1. A time-domain reverse-time migration apparatus comprising:

a source estimator configured to estimate sources by obtaining transmission waveforms from data measured by a plurality of receivers through waveform inversion; and

a migration unit configured to receive information about the estimated sources, and to perform reverse-time migration in the time domain.

2. The time-domain reverse-time migration apparatus of claim 1, wherein the source estimator estimates the sources by solving first-order matrix equation including a Toeplitz matrix composed of autocorrelation values of the Green's function and a cross-correlation matrix of measured data and the Green's function through Levinson Recursion.

3. The time-domain reverse-time migration apparatus of claim 1, wherein the migration unit comprises:

a back-propagation unit configured to back-propagate the measured data;

a virtual source estimator configured to estimate virtual sources from the sources estimated by the source estimator; and

a convolution unit that configured to convolve the back-propagated data with the virtual sources and output the results of the convolution.

4. The time-domain reverse-time migration apparatus of claim 3, further comprising a scaling unit configured to scale a migration image output from the migration unit using a diagonal term of a pseudo-Hessian matrix.

5. A time-domain reverse-time migration method comprising:

estimating sources by obtaining transmission waveforms from data measured by a plurality of receivers through waveform inversion; and

receiving information about the estimated sources, and performing reverse-time migration in the time domain.

6. The time-domain reverse-time migration method of claim 5, wherein the estimating of the sources comprises estimating the sources, by solving first-order matrix equation including a Toeplitz matrix composed of autocorrelation values of the Green's function and a cross-correlation matrix of measured data and the Green's function through Levinson Recursion.

7. The time-domain reverse-time migration method of claim 5, wherein the performing of the reverse-time migration comprises:

back-propagating the measured data;

estimating virtual sources from the sources estimated by the source estimator; and

convolving the back-propagated data with the virtual sources and outputting the results of the convolution.

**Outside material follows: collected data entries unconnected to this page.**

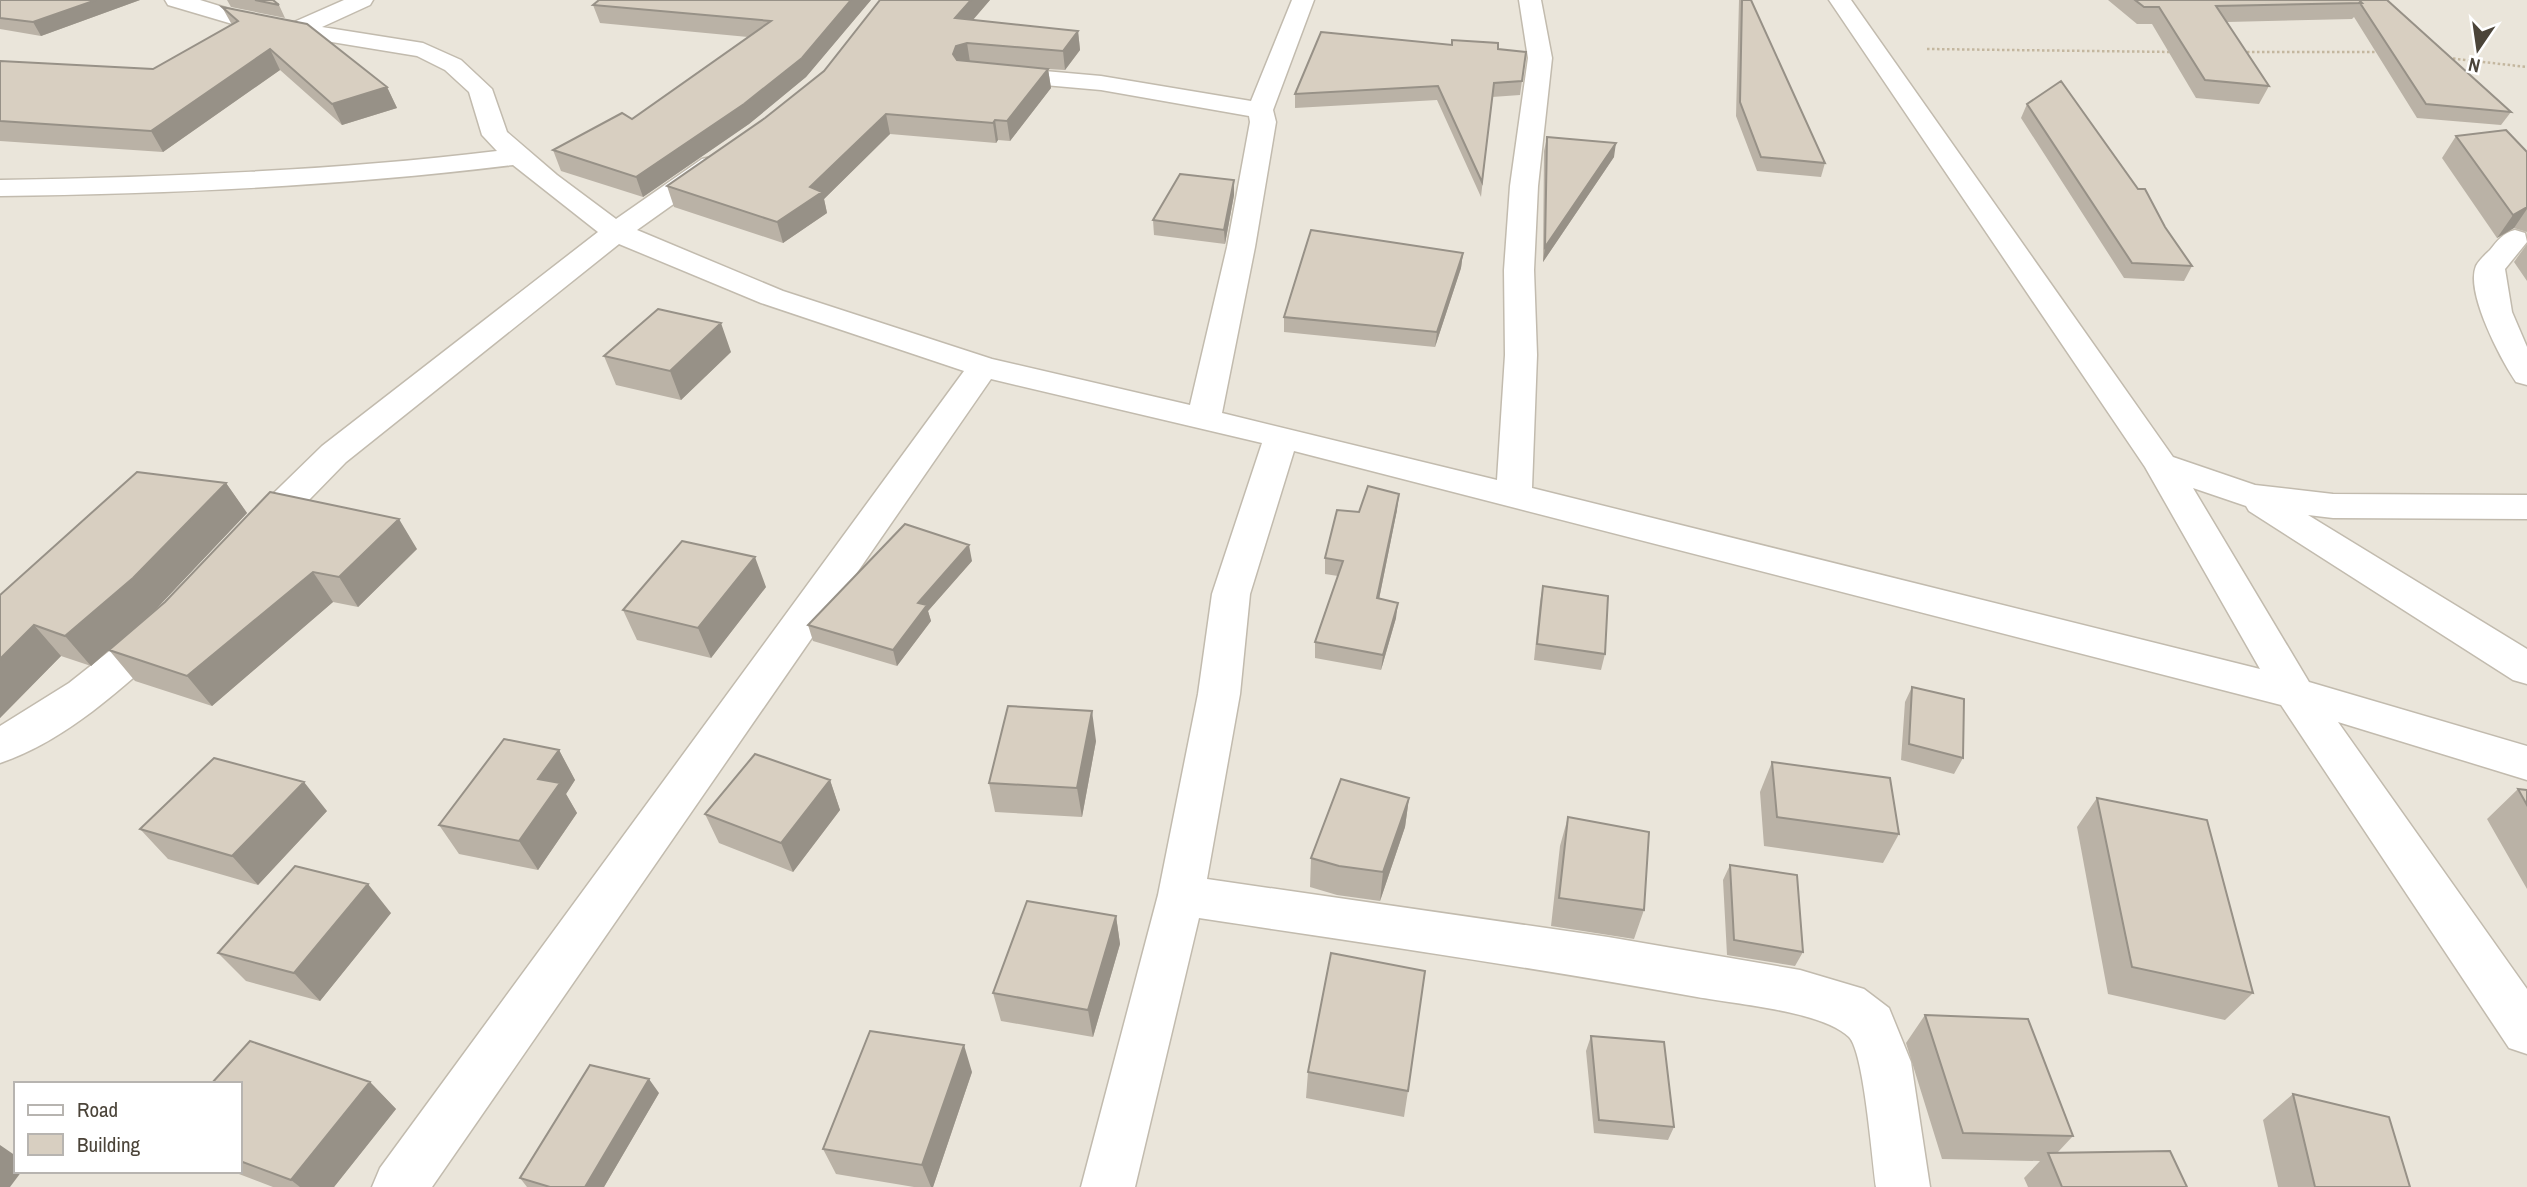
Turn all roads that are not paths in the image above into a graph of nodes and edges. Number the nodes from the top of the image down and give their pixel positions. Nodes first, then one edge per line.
1 (176, 0) edge
2 (362, 0) edge
3 (1303, 0) edge
4 (1530, 0) edge
5 (1840, 0) edge
6 (298, 29) junction
7 (970, 72) edge
8 (1260, 110) junction
9 (727, 154) edge
10 (519, 156) junction
11 (0, 188) edge
12 (34, 188) junction
13 (0, 213) edge
14 (616, 232) junction
15 (2515, 239) edge
16 (983, 368) junction
17 (2527, 375) edge
18 (1204, 419) junction
19 (1281, 437) junction
20 (2161, 465) junction
21 (1514, 496) junction
22 (2251, 496) junction
23 (2527, 507) edge
24 (236, 553) edge
25 (182, 611) edge
26 (2527, 669) edge
27 (2295, 693) junction
28 (0, 746) edge
29 (2527, 764) edge
30 (1181, 895) junction
31 (2527, 1031) edge
32 (399, 1187) edge
33 (1108, 1187) edge
34 (1903, 1187) edge

1 - 6 street
2 - 6 street
3 - 8 street
4 - 21 street
5 - 20 street
6 - 10 street
7 - 8 street
8 - 18 street
9 - 14 street
10 - 12 street
10 - 14 street
11 - 12 street
12 - 13 street
14 - 16 street
14 - 24 street
15 - 17 street
16 - 18 street
16 - 32 street
18 - 19 street
19 - 21 street
19 - 30 street
20 - 22 street
20 - 27 street
21 - 27 street
22 - 23 street
22 - 26 street
25 - 28 street
27 - 29 street
27 - 31 street
30 - 33 street
30 - 34 street

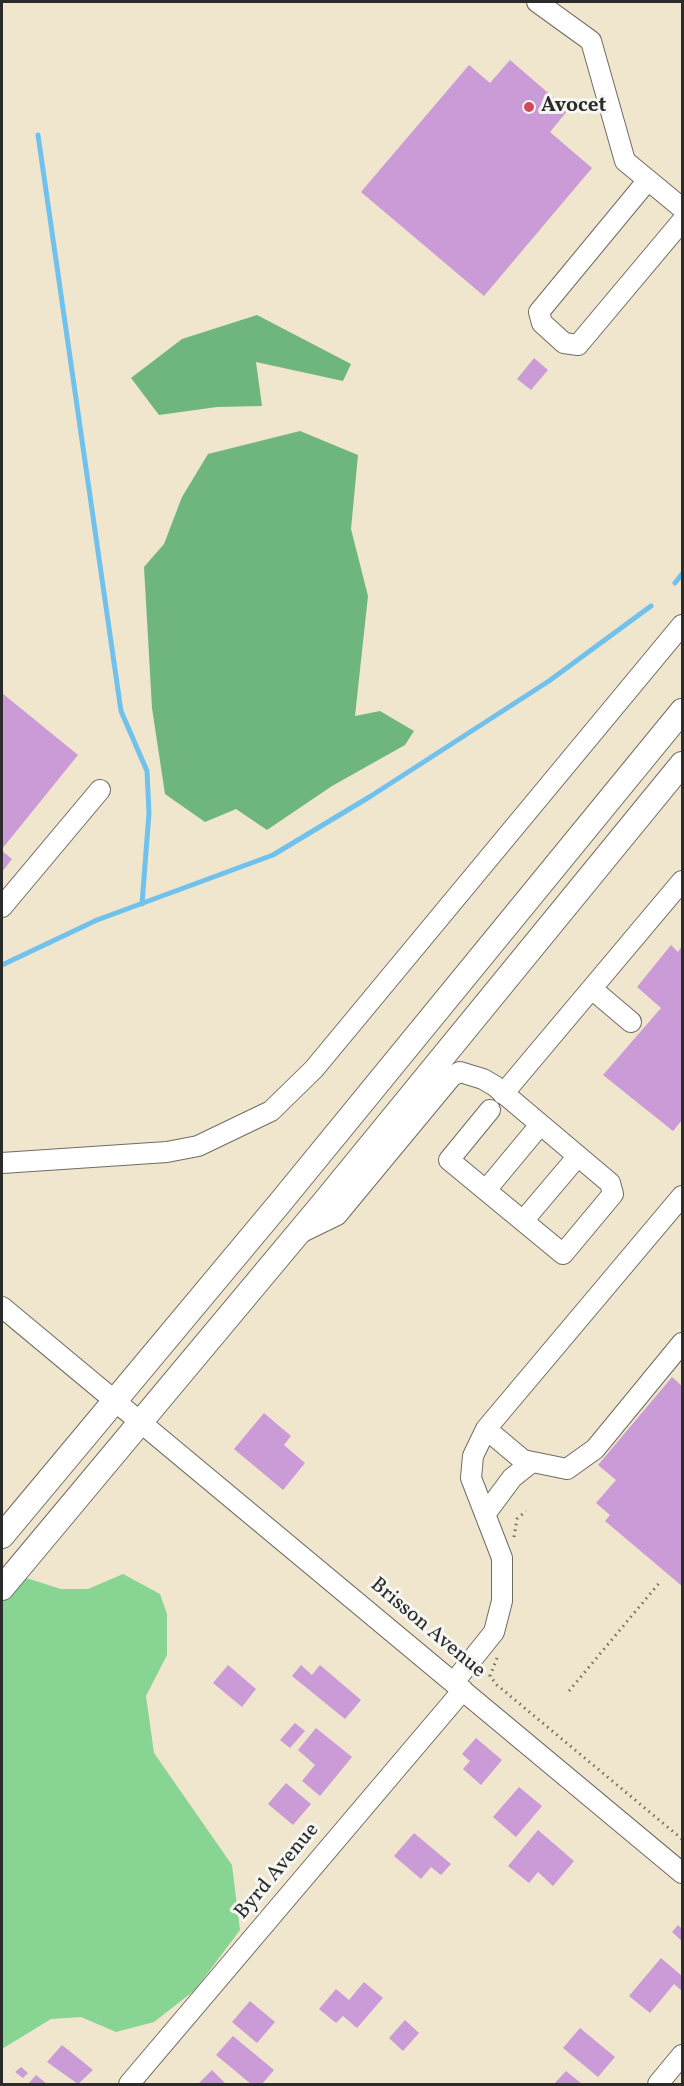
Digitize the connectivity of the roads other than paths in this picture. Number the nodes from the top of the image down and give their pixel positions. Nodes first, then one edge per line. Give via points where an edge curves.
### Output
1 (537, 2) edge
2 (648, 180) junction
3 (682, 208) edge
4 (682, 221) edge
5 (682, 625) edge
6 (682, 711) edge
7 (682, 764) edge
8 (100, 790) dead end
9 (682, 881) edge
10 (2, 907) edge
11 (592, 989) junction
12 (631, 1022) dead end
13 (503, 1094) junction
14 (490, 1110) dead end
15 (540, 1125) junction
16 (578, 1156) junction
17 (2, 1163) edge
18 (486, 1190) junction
19 (682, 1196) edge
20 (523, 1221) junction
21 (296, 1236) junction
22 (2, 1307) edge
23 (682, 1343) edge
24 (115, 1400) junction
25 (141, 1422) junction
26 (486, 1430) junction
27 (532, 1462) junction
28 (486, 1513) junction
29 (2, 1536) edge
30 (2, 1588) edge
31 (459, 1686) junction
32 (682, 1873) edge
33 (682, 2055) edge
34 (129, 2085) edge
35 (658, 2085) edge

1 - 2 street via 591,41 625,161
2 - 3 street
2 - 4 street via 539,312 542,323 564,343 578,345
5 - 17 street via 321,1060 271,1111 226,1135 188,1148
6 - 24 main road
7 - 21 main road
8 - 10 street
9 - 11 street
11 - 12 street
11 - 13 street
13 - 15 street
13 - 21 street via 472,1074 460,1072 452,1076 337,1215
14 - 18 street via 449,1160
15 - 16 street
15 - 18 street
16 - 20 street
16 - 20 street via 610,1183 613,1194 563,1254
18 - 20 street
19 - 26 street, Byrd Avenue
21 - 25 main road
22 - 24 street, Brisson Avenue
23 - 27 street via 595,1449 567,1469
24 - 25 street, Brisson Avenue
24 - 29 main road
25 - 30 main road
25 - 31 street, Brisson Avenue
26 - 27 street via 523,1460
26 - 28 street, Byrd Avenue via 473,1456 471,1478
27 - 28 street via 512,1478
28 - 31 street, Byrd Avenue via 502,1557 502,1601 494,1632
31 - 32 street, Brisson Avenue
31 - 34 street, Byrd Avenue
33 - 35 street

8. The time-domain reverse-time migration method of claim 5, further comprising scaling a migration image calculated in the performing of the reverse-time migration, using a diagonal term of a pseudo-Hessian matrix.

9. The time-domain reverse-time migration apparatus of claim 2, wherein the migration unit comprises:

a back-propagation unit configured to back-propagate the measured data;

a virtual source estimator configured to estimate virtual sources from the sources estimated by the source estimator; and

a convolution unit that configured to convolve the back-propagated data with the virtual sources and output the results of the convolution.

10. The time-domain reverse-time migration apparatus of claim 9, further comprising a scaling unit configured to scale a migration image output from the migration unit using a diagonal term of a pseudo-Hessian matrix.

11. The time-domain reverse-time migration method of claim 6, wherein the performing of the reverse-time migration comprises:

back-propagating the measured data;

estimating virtual sources from the sources estimated by the source estimator; and

convolving the back-propagated data with the virtual sources and outputting the results of the convolution.